### [YOUR OBJECTIVE]
Omitting every picture, output the records below exactly, please.

Saved data entries:
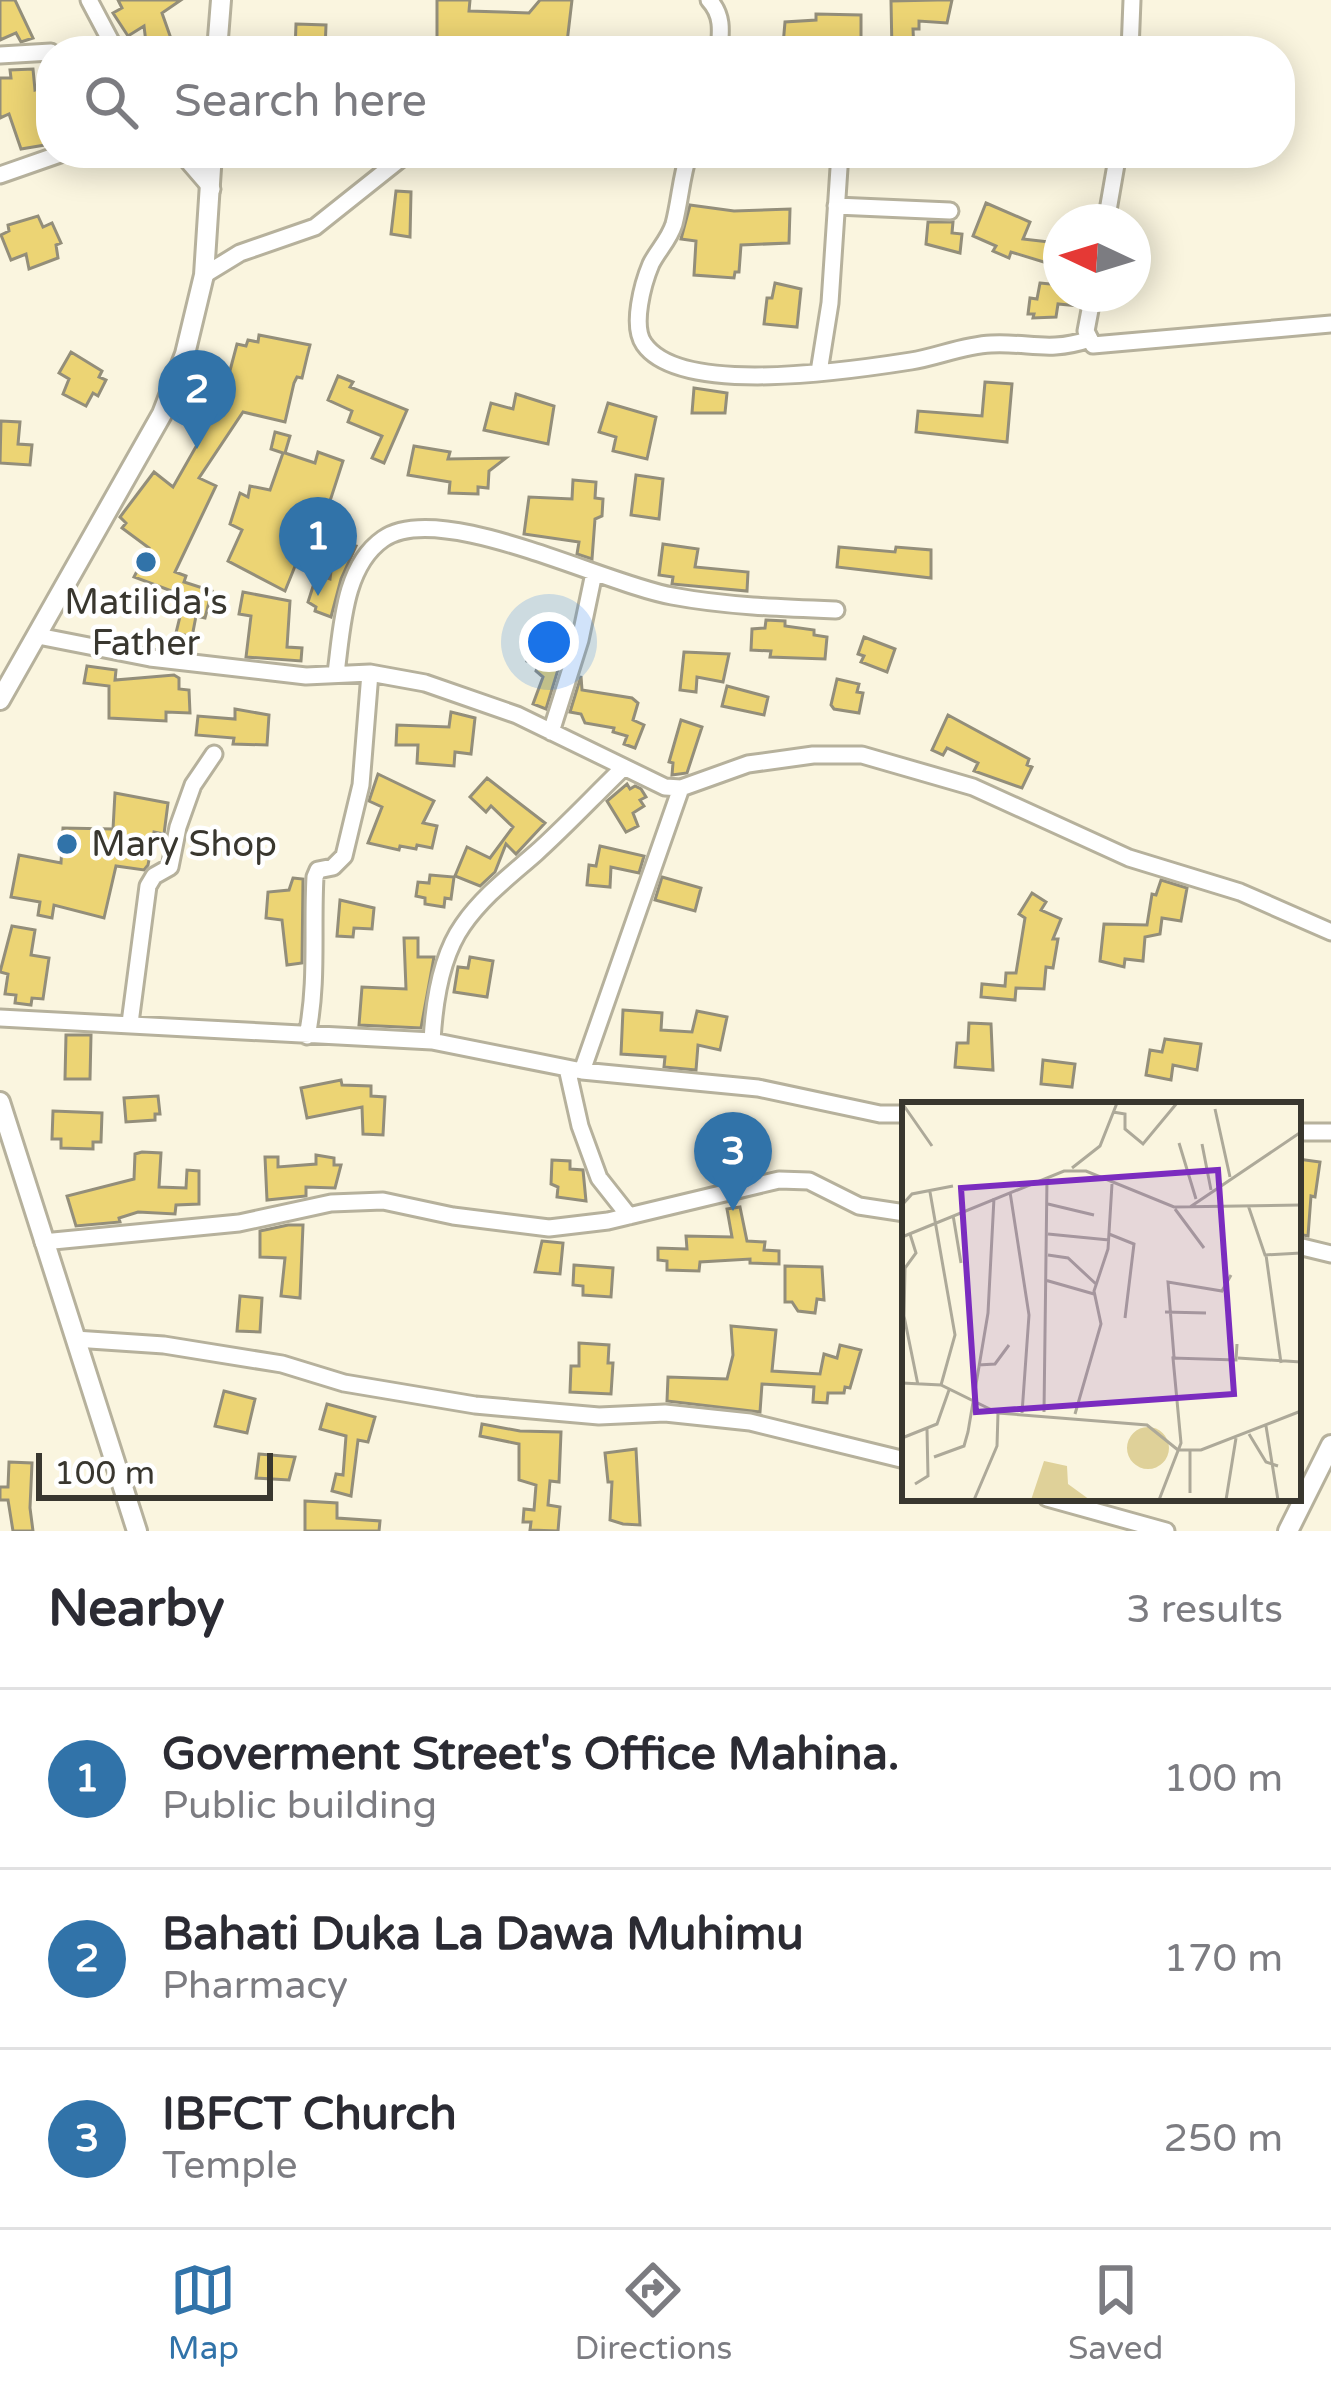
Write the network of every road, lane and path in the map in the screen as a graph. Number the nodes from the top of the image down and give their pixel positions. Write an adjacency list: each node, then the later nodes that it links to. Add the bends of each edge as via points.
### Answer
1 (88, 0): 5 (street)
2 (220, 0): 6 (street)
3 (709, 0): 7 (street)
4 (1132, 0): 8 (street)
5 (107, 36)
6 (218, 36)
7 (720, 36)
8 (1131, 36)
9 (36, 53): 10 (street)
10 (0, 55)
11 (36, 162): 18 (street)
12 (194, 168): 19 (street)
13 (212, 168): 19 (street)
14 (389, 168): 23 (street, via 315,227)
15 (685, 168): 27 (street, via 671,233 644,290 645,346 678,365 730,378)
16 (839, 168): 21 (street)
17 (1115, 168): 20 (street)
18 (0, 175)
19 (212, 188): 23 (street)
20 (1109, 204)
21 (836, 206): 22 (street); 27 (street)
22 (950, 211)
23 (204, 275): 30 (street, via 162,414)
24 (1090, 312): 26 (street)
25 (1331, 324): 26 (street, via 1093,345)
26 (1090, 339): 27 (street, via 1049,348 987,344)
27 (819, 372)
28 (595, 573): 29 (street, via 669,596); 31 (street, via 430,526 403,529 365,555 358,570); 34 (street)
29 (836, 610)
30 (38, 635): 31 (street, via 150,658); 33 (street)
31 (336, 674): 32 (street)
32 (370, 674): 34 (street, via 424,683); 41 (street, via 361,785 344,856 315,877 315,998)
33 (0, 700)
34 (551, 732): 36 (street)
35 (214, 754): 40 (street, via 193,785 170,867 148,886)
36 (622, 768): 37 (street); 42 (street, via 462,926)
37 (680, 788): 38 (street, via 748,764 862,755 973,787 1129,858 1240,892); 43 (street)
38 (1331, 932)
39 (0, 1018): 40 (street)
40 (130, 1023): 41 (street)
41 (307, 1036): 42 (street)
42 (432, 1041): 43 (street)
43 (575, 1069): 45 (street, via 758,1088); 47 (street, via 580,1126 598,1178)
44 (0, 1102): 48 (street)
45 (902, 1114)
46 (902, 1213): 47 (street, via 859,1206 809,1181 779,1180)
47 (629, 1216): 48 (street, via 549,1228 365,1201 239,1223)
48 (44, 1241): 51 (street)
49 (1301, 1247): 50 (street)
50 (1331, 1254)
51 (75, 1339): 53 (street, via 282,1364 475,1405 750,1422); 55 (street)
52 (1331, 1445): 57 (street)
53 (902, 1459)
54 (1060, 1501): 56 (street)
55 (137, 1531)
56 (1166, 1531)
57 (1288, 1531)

### [TASK OUTPUT]
Write the network of every road, lane and path in the map in the screen as a graph. Number the nodes from the top of the image down and give their pixel positions. Write an adjacency list: each node, then the later nodes that it links to. Add the bends of each edge as via points.
### Answer
1 (88, 0): 5 (street)
2 (220, 0): 6 (street)
3 (709, 0): 7 (street)
4 (1132, 0): 8 (street)
5 (107, 36)
6 (218, 36)
7 (720, 36)
8 (1131, 36)
9 (36, 53): 10 (street)
10 (0, 55)
11 (36, 162): 18 (street)
12 (194, 168): 19 (street)
13 (212, 168): 19 (street)
14 (389, 168): 23 (street, via 315,227)
15 (685, 168): 27 (street, via 671,233 644,290 645,346 678,365 730,378)
16 (839, 168): 21 (street)
17 (1115, 168): 20 (street)
18 (0, 175)
19 (212, 188): 23 (street)
20 (1109, 204)
21 (836, 206): 22 (street); 27 (street)
22 (950, 211)
23 (204, 275): 30 (street, via 162,414)
24 (1090, 312): 26 (street)
25 (1331, 324): 26 (street, via 1093,345)
26 (1090, 339): 27 (street, via 1049,348 987,344)
27 (819, 372)
28 (595, 573): 29 (street, via 669,596); 31 (street, via 430,526 403,529 365,555 358,570); 34 (street)
29 (836, 610)
30 (38, 635): 31 (street, via 150,658); 33 (street)
31 (336, 674): 32 (street)
32 (370, 674): 34 (street, via 424,683); 41 (street, via 361,785 344,856 315,877 315,998)
33 (0, 700)
34 (551, 732): 36 (street)
35 (214, 754): 40 (street, via 193,785 170,867 148,886)
36 (622, 768): 37 (street); 42 (street, via 462,926)
37 (680, 788): 38 (street, via 748,764 862,755 973,787 1129,858 1240,892); 43 (street)
38 (1331, 932)
39 (0, 1018): 40 (street)
40 (130, 1023): 41 (street)
41 (307, 1036): 42 (street)
42 (432, 1041): 43 (street)
43 (575, 1069): 45 (street, via 758,1088); 47 (street, via 580,1126 598,1178)
44 (0, 1102): 48 (street)
45 (902, 1114)
46 (902, 1213): 47 (street, via 859,1206 809,1181 779,1180)
47 (629, 1216): 48 (street, via 549,1228 365,1201 239,1223)
48 (44, 1241): 51 (street)
49 (1301, 1247): 50 (street)
50 (1331, 1254)
51 (75, 1339): 53 (street, via 282,1364 475,1405 750,1422); 55 (street)
52 (1331, 1445): 57 (street)
53 (902, 1459)
54 (1060, 1501): 56 (street)
55 (137, 1531)
56 (1166, 1531)
57 (1288, 1531)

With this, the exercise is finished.